Content starts

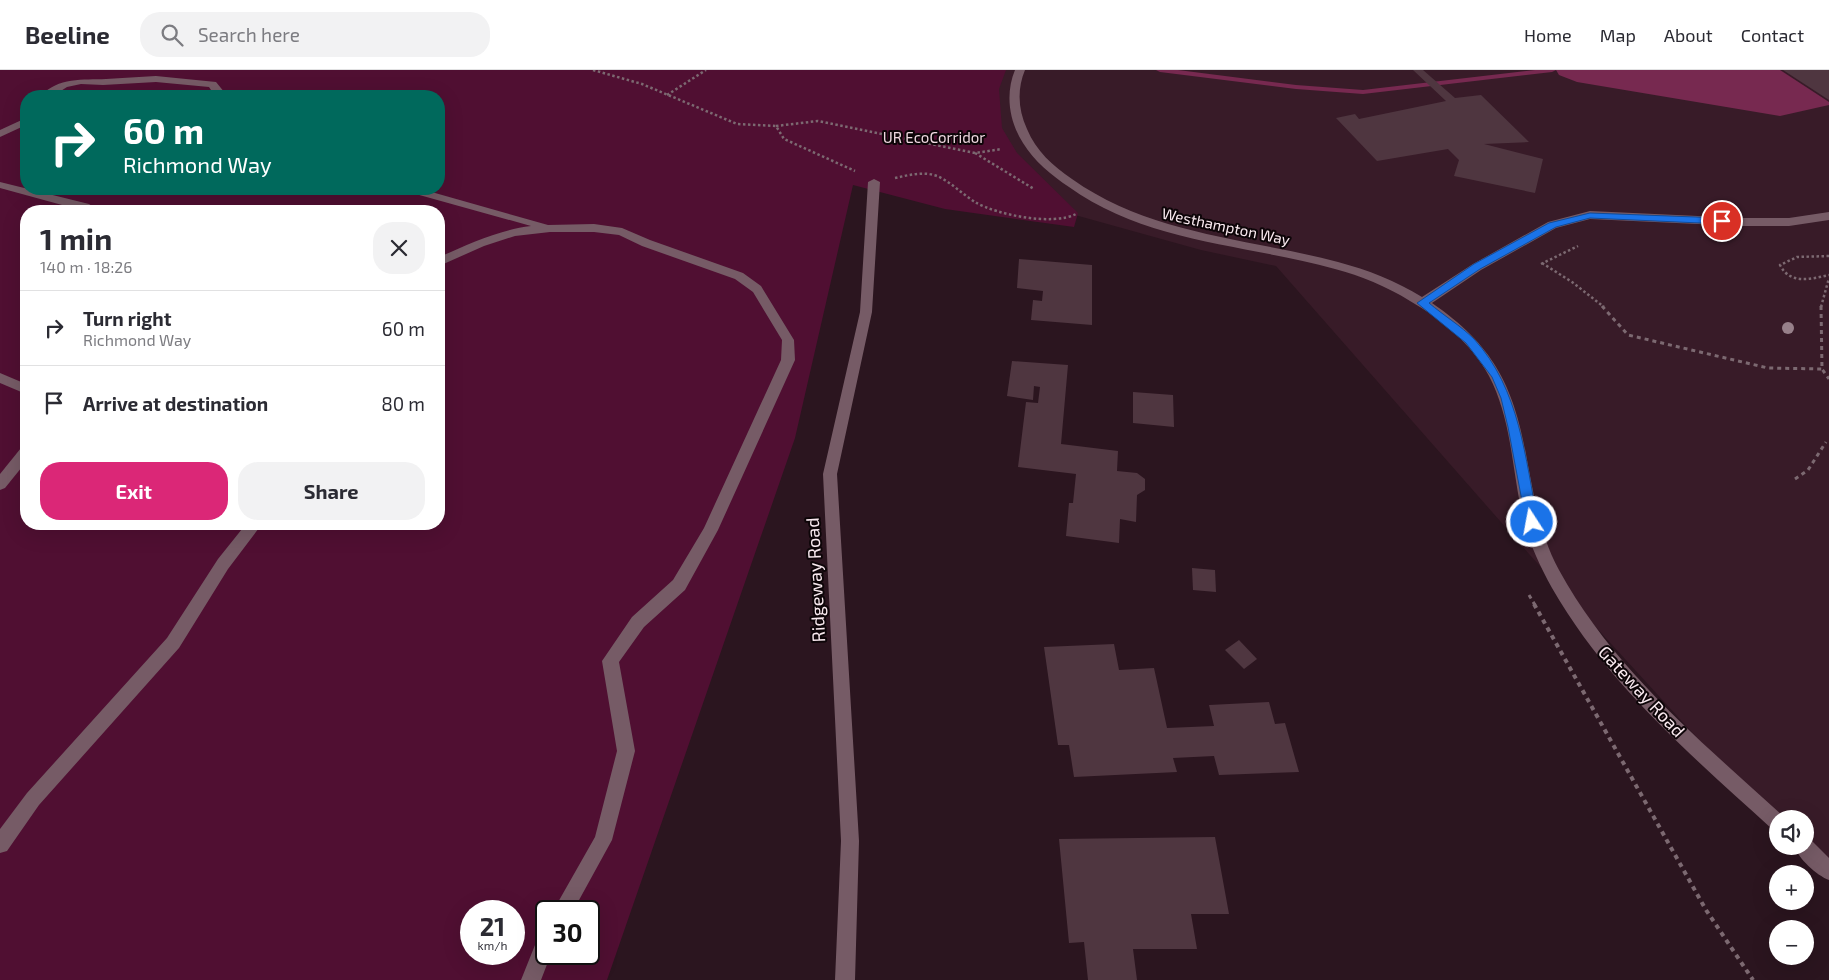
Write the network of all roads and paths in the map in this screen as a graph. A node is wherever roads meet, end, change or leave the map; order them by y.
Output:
1 (593, 70) edge
2 (706, 70) edge
3 (1020, 70) edge
4 (56, 90) edge
5 (217, 90) edge
6 (667, 95) junction
7 (20, 124) edge
8 (776, 126) junction
9 (0, 134) edge
10 (1008, 148) dead end
11 (975, 152) junction
12 (874, 182) junction
13 (0, 185) edge
14 (20, 190) edge
15 (1039, 192) dead end
16 (39, 195) edge
17 (431, 195) edge
18 (77, 205) edge
19 (1829, 216) edge
20 (1084, 217) dead end
21 (550, 228) junction
22 (1829, 256) edge
23 (1552, 258) dead end
24 (445, 259) edge
25 (1542, 263) junction
26 (1538, 265) dead end
27 (1829, 276) edge
28 (1422, 303) junction
29 (1822, 370) junction
30 (0, 378) edge
31 (1829, 379) edge
32 (20, 386) edge
33 (1826, 442) dead end
34 (20, 459) edge
35 (1795, 479) dead end
36 (0, 484) edge
37 (250, 530) edge
38 (1528, 591) dead end
39 (1769, 815) edge
40 (0, 844) edge
41 (1812, 855) edge
42 (1829, 871) edge
43 (569, 900) edge
44 (537, 965) edge
45 (531, 980) edge
46 (845, 980) edge
47 (1753, 980) edge

1 - 6 path
2 - 6 path
3 - 28 street, Westhampton Way
4 - 5 street
6 - 8 path
7 - 9 street
8 - 11 path
8 - 12 path
10 - 11 path
11 - 15 path
12 - 20 path
12 - 46 street, Ridgeway Road
13 - 14 street
16 - 18 street
17 - 21 street
19 - 28 street
21 - 24 street
21 - 43 street
22 - 27 path
23 - 25 path
25 - 26 path
25 - 29 path
27 - 29 path
28 - 39 street, Gateway Road
29 - 31 path
30 - 32 street
33 - 35 path
34 - 36 street
37 - 40 street
38 - 47 path
41 - 42 street
44 - 45 street

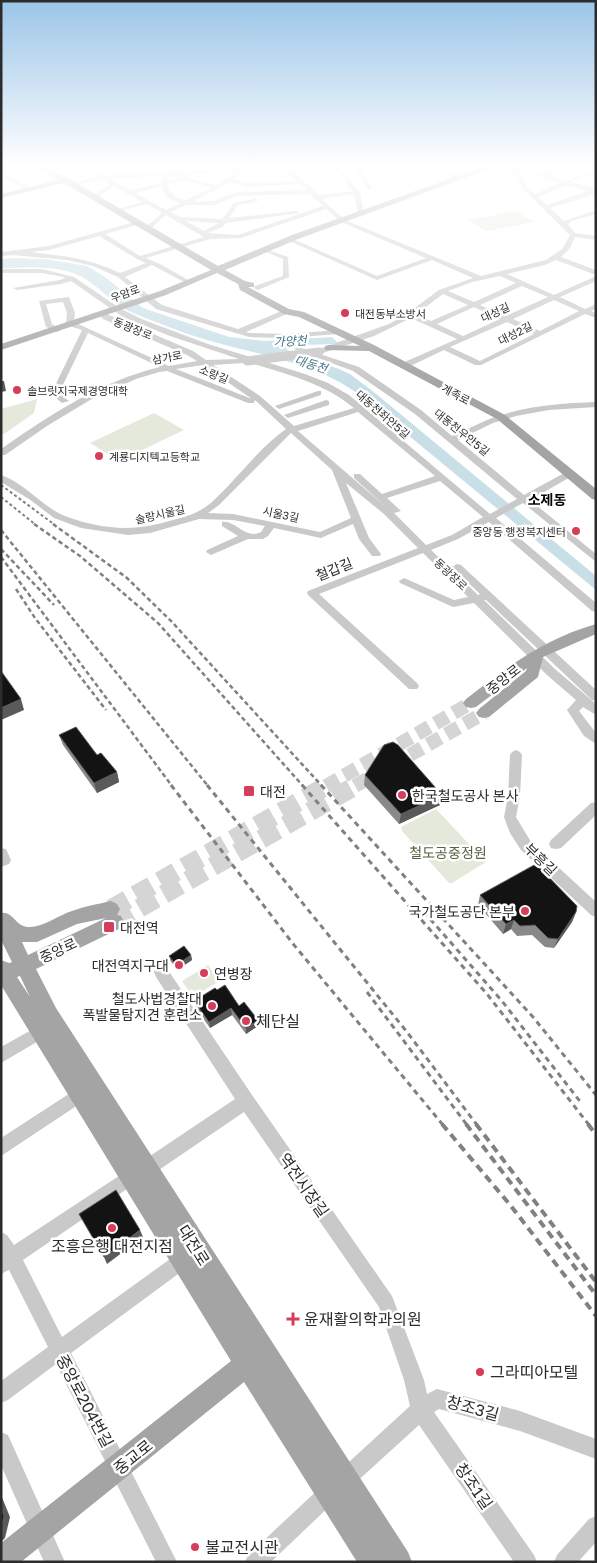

Content ends

--- WHAT YOU WILL DO ---
In your reply, every line of the material should appear exactly as written, and no picture should.

--- YOUR SOLUTION ---
Write the network of all roads and paths in the map in this screen as a graph. A node is wherever roads meet, end, change or leave the map; order them by y.
Output:
1 (593, 70) edge
2 (706, 70) edge
3 (1020, 70) edge
4 (56, 90) edge
5 (217, 90) edge
6 (667, 95) junction
7 (20, 124) edge
8 (776, 126) junction
9 (0, 134) edge
10 (1008, 148) dead end
11 (975, 152) junction
12 (874, 182) junction
13 (0, 185) edge
14 (20, 190) edge
15 (1039, 192) dead end
16 (39, 195) edge
17 (431, 195) edge
18 (77, 205) edge
19 (1829, 216) edge
20 (1084, 217) dead end
21 (550, 228) junction
22 (1829, 256) edge
23 (1552, 258) dead end
24 (445, 259) edge
25 (1542, 263) junction
26 (1538, 265) dead end
27 (1829, 276) edge
28 (1422, 303) junction
29 (1822, 370) junction
30 (0, 378) edge
31 (1829, 379) edge
32 (20, 386) edge
33 (1826, 442) dead end
34 (20, 459) edge
35 (1795, 479) dead end
36 (0, 484) edge
37 (250, 530) edge
38 (1528, 591) dead end
39 (1769, 815) edge
40 (0, 844) edge
41 (1812, 855) edge
42 (1829, 871) edge
43 (569, 900) edge
44 (537, 965) edge
45 (531, 980) edge
46 (845, 980) edge
47 (1753, 980) edge

1 - 6 path
2 - 6 path
3 - 28 street, Westhampton Way
4 - 5 street
6 - 8 path
7 - 9 street
8 - 11 path
8 - 12 path
10 - 11 path
11 - 15 path
12 - 20 path
12 - 46 street, Ridgeway Road
13 - 14 street
16 - 18 street
17 - 21 street
19 - 28 street
21 - 24 street
21 - 43 street
22 - 27 path
23 - 25 path
25 - 26 path
25 - 29 path
27 - 29 path
28 - 39 street, Gateway Road
29 - 31 path
30 - 32 street
33 - 35 path
34 - 36 street
37 - 40 street
38 - 47 path
41 - 42 street
44 - 45 street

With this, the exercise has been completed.